Stuart Wall, Michael Lam, and Ben Rubenstein, Co-Founders of Setpoint

In 2021, Ben Rubenstein left Realtor.com with Michael Lam to co-found Setpoint with another friend, Stuart Wall.

The problem they identified is a need for critical software to power a more efficient asset-based lending market. They’ve created a funding operating system to replace email, Excel spreadsheets, and computer folders which comprise the backend of real estate transactions. Setpoint’s software verifies, and stores documents automate interest rate calculations, and digitizes assets like homes or autos.

“The old real estate business backend is broken, and it is costing the consumer more money,” Rubenstein said. “This is a big problem that is hiding in plain sight and we’re solving it.”

On Wednesday, Setpoint announced it has closed a $43 million Series A round led by Andreessen Horowitz with participation from Henry Kravis, Spencer Rascoff, co-founder of Zillow and 75and Sunny, Fifth Wall, 645 Ventures, NextView Ventures, LiveOak Venture Partners, Vesta Ventures, ATX Venture Partners and Capital Factory.

“A lot of people say it’s impossible to get tech funding right now, but this shows it is possible,” Rubenstein said.

Setpoint also announced that it is on “track to power 25,000 home transactions this year and expects to power more than 100,000 in 2023 via single-family residences, iBuying, Power Buying, Fractional Ownership, Rent-to-Own, and other transactions that make buying, selling, and renting a home easier, faster and more accessible,” according to a news release.

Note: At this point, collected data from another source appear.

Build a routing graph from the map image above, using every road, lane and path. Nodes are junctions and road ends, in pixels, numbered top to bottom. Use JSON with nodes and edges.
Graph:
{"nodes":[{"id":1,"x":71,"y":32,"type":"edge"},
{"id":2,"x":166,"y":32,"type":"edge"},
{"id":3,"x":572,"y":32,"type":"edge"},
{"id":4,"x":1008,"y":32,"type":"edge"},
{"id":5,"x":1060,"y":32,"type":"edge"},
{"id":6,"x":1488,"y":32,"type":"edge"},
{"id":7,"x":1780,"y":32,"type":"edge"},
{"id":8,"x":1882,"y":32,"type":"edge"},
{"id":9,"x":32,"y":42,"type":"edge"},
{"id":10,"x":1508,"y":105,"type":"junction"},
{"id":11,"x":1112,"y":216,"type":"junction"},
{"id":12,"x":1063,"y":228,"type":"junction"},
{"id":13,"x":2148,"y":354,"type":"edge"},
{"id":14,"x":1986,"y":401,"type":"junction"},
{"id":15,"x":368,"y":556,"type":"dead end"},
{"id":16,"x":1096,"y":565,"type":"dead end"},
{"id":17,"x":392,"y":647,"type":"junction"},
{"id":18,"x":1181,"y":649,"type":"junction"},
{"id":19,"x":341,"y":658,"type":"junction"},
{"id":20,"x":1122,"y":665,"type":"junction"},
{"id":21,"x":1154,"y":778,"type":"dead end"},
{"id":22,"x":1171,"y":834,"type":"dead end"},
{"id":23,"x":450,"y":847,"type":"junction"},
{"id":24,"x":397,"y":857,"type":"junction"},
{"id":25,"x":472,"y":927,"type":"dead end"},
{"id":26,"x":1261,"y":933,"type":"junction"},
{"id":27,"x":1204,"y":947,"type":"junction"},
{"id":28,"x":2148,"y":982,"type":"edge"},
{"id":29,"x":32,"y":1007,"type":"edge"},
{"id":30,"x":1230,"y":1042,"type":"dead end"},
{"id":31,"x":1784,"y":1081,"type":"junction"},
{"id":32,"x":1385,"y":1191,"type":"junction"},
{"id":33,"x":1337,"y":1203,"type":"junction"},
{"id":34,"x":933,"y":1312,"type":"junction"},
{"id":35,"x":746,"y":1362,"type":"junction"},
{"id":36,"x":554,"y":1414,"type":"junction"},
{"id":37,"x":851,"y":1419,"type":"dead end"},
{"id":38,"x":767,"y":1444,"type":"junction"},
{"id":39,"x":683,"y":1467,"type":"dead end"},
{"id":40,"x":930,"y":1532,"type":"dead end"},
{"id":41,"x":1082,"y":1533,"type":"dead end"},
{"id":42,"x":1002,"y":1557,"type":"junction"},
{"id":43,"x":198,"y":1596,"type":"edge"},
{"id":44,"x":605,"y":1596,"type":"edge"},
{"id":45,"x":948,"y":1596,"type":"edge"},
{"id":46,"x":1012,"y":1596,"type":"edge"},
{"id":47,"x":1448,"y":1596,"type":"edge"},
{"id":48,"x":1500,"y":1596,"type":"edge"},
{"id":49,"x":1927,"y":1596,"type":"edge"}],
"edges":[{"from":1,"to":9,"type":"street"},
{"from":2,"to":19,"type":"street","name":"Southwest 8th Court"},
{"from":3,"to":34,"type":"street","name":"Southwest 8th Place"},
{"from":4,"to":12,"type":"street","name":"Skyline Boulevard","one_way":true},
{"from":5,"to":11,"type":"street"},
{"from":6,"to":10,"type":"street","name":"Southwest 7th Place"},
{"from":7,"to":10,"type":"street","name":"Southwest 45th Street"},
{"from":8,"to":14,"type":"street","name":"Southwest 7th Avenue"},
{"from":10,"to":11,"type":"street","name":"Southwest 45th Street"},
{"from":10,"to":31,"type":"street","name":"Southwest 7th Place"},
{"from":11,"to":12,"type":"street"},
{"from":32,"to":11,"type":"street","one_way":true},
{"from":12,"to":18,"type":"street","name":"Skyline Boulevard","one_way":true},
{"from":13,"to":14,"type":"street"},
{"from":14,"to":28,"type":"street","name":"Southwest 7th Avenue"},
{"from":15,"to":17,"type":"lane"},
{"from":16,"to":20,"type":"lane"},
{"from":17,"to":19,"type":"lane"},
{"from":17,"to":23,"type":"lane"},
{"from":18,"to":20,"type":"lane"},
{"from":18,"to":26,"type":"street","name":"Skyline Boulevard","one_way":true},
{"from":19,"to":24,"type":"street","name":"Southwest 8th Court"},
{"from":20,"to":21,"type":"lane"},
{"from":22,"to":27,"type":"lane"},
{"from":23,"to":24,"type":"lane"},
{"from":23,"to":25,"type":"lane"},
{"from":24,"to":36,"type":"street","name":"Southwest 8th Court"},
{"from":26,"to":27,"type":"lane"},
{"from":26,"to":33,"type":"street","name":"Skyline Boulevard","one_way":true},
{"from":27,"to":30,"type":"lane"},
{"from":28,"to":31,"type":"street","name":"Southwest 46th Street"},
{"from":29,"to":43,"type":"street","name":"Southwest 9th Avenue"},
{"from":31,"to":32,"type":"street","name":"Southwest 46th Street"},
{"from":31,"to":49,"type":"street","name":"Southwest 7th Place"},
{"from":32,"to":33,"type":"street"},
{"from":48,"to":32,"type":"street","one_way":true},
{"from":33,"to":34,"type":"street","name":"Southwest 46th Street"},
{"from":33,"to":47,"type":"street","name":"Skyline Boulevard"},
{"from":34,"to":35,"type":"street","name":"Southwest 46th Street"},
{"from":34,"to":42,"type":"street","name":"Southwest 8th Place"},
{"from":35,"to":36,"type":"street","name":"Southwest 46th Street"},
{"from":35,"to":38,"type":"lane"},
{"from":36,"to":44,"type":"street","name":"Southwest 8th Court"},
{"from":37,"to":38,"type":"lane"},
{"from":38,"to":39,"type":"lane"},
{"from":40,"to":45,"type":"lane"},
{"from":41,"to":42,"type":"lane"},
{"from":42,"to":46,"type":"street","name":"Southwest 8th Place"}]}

In addition to his experience at Realtor.com, Rubenstein was an early investor in Austin-based Homeward, which allows homebuyers to buy a home before they sell their existing one. In the early days of Homeward, Rubenstein, and Lam supplied capital to the company. It was asset-backed lending to a tech company. And through that experience, they understood the internal financial operations and how it was done manually, and it didn’t scale, Rubenstein said.

Setpoint initially focused on power buyers like Flyhomes, Orchard, UpEquity and then expanded to all of PropTech like Opendoor, rent to own, home equity, and warehouse lending, Rubenstein said.

“They all have the same problem,” Rubenstein said. “It is a company that is accessing capital and needs to report on those assets.”

Last June, Setpoint came out of stealth mode with $615 million in debt capital when it officially launched its platform. That part of the business enables Proptech companies to offer contingent-free, all-cash offers on homes to customers, which it says accelerates funding and closing on properties.

“While there’s been much innovation and investment made upon improving the front-end of fintech transactions, behind-the-scenes capital market workflows are often a product of email, Excel, and FTP folders,” David Haber, General Partner at Andreessen Horowitz, said in a news release. “I believe that Setpoint’s Funding OS has the potential to significantly improve the efficiency of these transactions, resulting in lower cost for both borrowers and lenders.”

The latest funding round will allow Setpoint to invest further in software engineering and develop critical tools for their customers on both sides of asset-backed transactions. The firm will continue to focus on relationships with borrowers and lenders, while also expanding beyond its core market of real estate.

Real estate is just the first market Setpoint plans to address. It might expand into other areas like auto loans and credit card loans, Rubenstein said.

Setpoint’s Team

Half of Setpoint’s team is in Austin and the other half is in New York. The company has 25 employees and expects to double over the next year, Rubenstein said. The company primarily operates as a hybrid company with most employees working from home and office space at WeWork on Congress, he said.

The Covid-19 pandemic changed the way tech companies operate and remote working is now more acceptable, Rubenstein said.

Setpoint is Rubenstein’s third startup. He previously co-founded Yodle, which sold for $342 million to Web.com, and Opcity, which sold to Realtor.com for $200 million.

“I truly enjoy building startups,” Rubenstein said. “I’m much more zero to one guy. I like the super, super early days of building a company.”

Rubenstein and Lam previously worked together as founders of Opcity and they have known each other since college. Wall is also a friend who founded Signpost, a competitor to Yodle.

His experience at his previous companies taught Rubenstein that there are big problems in the world that software can really help with. And that it is important to go to the right partners and work with the right VCs, he said.

“Working with people you like, and know and trust is really fun,” Rubenstein said.